• Action item:
Which lines of the entries contain the string "Candlewood"? Copy each of them.

• Information shown:

★ ★ ★ ★ ★

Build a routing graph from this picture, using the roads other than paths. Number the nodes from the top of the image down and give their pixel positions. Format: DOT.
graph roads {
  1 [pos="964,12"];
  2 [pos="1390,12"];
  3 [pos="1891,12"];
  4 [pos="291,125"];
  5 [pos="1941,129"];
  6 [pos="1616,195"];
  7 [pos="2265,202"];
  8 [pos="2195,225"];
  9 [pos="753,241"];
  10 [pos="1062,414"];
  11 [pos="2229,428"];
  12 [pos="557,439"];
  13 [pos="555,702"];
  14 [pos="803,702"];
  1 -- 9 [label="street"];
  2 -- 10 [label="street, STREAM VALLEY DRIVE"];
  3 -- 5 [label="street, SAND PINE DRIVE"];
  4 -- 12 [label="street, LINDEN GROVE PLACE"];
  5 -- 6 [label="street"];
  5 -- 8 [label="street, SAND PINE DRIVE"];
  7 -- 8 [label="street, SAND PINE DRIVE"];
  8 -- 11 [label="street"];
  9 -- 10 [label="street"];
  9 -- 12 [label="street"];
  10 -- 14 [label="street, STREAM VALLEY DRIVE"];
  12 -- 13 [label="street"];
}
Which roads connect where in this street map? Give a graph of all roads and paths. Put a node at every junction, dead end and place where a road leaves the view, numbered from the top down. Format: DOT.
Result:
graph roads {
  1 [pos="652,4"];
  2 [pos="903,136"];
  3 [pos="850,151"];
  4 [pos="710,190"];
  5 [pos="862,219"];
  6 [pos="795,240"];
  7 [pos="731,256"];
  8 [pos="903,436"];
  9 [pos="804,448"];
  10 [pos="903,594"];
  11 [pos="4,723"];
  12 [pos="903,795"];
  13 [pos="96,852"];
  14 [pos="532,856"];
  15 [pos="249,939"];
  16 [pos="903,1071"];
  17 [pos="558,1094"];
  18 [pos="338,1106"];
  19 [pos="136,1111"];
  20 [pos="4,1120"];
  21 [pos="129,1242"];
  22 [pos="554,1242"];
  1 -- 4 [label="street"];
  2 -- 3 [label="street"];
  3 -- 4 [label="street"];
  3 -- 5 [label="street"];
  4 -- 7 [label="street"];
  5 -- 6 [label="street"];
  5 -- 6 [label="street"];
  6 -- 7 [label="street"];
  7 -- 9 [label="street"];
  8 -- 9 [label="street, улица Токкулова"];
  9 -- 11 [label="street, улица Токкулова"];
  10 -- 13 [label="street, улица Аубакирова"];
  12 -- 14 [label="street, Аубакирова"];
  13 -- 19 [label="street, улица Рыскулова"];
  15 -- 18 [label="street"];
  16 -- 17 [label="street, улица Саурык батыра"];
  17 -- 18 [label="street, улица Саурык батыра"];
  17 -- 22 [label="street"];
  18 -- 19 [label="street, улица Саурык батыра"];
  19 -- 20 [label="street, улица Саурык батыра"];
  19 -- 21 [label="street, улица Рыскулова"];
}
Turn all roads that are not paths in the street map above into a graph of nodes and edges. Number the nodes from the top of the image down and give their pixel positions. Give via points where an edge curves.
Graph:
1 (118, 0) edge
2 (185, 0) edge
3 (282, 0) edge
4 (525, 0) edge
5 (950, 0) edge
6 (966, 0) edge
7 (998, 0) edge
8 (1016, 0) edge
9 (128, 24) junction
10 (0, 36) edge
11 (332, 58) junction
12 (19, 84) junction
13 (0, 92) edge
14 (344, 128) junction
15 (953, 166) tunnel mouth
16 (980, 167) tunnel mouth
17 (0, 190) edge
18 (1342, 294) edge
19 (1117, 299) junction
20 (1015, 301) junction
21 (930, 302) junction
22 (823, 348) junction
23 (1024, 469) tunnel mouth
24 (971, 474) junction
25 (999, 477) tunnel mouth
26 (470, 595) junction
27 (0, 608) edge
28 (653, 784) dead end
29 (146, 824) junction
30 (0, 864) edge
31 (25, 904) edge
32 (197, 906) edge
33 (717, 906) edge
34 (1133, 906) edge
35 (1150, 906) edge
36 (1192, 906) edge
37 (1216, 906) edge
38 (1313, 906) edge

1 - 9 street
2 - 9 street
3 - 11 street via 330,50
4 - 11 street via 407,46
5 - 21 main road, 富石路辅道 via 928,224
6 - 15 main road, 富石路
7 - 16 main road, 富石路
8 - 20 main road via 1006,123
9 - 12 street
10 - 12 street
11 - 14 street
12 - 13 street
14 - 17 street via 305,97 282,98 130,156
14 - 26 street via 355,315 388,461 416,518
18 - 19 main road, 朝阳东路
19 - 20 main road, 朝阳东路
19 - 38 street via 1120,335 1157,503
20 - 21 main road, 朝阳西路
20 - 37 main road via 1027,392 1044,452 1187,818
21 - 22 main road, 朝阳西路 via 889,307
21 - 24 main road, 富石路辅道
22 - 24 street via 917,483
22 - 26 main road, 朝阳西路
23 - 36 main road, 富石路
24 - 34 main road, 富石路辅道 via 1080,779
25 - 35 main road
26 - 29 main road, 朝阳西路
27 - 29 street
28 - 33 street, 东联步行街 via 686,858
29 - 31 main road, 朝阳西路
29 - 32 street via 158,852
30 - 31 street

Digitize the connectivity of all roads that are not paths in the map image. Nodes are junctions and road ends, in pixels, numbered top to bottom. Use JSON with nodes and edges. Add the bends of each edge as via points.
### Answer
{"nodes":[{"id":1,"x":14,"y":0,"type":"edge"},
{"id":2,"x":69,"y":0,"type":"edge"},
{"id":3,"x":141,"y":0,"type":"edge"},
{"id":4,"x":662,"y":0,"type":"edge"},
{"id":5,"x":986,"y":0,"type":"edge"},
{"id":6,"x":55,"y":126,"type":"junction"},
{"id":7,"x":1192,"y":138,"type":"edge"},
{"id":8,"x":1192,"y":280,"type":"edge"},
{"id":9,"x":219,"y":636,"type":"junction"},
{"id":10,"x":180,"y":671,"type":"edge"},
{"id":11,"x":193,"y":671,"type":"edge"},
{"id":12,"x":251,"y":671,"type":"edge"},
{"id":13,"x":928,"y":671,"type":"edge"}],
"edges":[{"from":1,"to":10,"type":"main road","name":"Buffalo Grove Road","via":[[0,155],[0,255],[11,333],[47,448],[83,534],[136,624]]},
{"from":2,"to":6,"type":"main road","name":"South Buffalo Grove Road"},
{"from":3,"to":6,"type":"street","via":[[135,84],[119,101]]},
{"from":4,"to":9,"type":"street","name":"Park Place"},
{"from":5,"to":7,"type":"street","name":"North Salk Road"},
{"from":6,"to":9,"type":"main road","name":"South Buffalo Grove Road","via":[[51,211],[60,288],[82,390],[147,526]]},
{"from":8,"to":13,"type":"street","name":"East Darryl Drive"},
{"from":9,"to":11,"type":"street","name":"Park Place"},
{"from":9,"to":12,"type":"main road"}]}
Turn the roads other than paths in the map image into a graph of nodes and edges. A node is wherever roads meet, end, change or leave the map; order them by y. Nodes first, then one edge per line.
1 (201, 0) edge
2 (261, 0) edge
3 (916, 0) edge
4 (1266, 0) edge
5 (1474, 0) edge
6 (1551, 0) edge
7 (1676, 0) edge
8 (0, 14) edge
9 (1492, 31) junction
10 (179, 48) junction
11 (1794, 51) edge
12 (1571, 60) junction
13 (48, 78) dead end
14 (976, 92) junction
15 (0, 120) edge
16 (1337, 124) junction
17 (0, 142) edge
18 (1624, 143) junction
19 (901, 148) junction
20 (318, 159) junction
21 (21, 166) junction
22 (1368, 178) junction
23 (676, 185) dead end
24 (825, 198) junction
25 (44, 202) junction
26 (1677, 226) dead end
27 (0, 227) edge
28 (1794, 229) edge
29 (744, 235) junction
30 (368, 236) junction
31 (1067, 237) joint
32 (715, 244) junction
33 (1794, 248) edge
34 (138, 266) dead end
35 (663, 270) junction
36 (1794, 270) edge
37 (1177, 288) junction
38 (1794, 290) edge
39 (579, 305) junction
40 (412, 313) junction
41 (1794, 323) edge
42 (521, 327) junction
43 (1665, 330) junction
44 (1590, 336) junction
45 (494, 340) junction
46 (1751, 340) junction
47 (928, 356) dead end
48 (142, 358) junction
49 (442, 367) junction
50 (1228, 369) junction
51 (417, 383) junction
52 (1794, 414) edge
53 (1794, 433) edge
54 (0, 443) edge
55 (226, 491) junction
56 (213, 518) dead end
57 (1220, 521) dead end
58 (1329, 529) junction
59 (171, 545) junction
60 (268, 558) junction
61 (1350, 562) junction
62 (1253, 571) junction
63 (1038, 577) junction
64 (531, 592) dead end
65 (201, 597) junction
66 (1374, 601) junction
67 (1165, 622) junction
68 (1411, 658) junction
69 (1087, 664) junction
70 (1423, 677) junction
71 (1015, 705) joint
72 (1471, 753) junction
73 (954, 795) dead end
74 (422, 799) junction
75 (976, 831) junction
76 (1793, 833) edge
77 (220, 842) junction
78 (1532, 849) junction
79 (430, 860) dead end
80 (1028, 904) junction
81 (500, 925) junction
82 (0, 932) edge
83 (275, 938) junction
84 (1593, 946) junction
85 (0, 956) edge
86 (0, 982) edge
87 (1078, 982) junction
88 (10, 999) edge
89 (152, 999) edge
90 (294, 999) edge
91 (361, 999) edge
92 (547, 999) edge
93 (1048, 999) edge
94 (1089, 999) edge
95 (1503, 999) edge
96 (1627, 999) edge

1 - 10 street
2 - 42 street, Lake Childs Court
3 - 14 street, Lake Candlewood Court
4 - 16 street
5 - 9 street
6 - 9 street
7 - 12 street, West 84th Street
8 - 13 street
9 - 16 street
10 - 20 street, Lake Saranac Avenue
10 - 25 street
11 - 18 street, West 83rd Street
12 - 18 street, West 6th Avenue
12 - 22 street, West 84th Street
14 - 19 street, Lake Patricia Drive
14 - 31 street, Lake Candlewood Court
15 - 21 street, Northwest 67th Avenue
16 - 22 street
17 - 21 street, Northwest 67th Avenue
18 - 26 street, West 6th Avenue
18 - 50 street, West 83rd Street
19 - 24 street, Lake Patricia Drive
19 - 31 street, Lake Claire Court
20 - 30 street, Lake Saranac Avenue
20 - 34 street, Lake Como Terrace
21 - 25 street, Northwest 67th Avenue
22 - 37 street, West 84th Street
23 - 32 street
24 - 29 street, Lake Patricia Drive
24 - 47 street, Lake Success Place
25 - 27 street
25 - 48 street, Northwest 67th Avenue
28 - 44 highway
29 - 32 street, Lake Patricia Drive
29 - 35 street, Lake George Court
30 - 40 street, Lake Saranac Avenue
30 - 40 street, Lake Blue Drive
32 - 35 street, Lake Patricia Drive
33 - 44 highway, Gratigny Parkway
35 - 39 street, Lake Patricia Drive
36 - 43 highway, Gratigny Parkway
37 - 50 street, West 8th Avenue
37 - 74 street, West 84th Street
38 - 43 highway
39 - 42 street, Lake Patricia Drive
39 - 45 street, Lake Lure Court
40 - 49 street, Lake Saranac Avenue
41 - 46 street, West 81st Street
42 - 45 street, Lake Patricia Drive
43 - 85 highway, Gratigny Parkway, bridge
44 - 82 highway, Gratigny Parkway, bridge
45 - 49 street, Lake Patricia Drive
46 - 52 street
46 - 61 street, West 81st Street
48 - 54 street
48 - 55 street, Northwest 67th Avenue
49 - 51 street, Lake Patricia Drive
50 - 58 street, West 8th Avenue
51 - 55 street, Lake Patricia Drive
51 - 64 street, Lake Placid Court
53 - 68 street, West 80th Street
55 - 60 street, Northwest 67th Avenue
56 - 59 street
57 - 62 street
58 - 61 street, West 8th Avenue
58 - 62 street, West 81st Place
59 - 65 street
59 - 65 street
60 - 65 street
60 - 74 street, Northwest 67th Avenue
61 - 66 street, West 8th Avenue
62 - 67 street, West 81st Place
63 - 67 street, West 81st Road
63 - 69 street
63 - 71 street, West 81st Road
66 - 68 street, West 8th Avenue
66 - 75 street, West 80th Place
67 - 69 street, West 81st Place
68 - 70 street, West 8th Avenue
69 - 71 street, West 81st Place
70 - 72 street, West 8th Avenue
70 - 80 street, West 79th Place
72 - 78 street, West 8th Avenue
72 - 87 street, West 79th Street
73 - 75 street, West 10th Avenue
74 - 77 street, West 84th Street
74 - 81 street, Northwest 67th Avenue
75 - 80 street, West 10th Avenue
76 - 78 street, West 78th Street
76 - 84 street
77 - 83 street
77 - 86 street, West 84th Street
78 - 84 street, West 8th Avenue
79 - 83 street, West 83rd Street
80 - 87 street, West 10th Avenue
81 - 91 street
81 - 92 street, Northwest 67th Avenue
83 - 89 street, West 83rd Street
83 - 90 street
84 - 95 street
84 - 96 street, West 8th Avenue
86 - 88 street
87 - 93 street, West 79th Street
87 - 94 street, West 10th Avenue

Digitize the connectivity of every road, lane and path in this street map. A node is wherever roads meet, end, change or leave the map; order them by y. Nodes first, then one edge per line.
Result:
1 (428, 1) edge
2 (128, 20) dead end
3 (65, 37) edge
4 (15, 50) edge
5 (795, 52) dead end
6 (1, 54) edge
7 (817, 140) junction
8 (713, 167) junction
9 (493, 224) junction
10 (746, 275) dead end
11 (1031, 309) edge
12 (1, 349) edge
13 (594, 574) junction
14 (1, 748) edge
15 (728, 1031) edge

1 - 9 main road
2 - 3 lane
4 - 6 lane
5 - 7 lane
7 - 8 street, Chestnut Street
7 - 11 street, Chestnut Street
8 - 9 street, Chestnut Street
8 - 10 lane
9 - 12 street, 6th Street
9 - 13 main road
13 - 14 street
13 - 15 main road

★ ★ ★ ★ ★

• Answer to this exercise:
3 - 14 street, Lake Candlewood Court
14 - 31 street, Lake Candlewood Court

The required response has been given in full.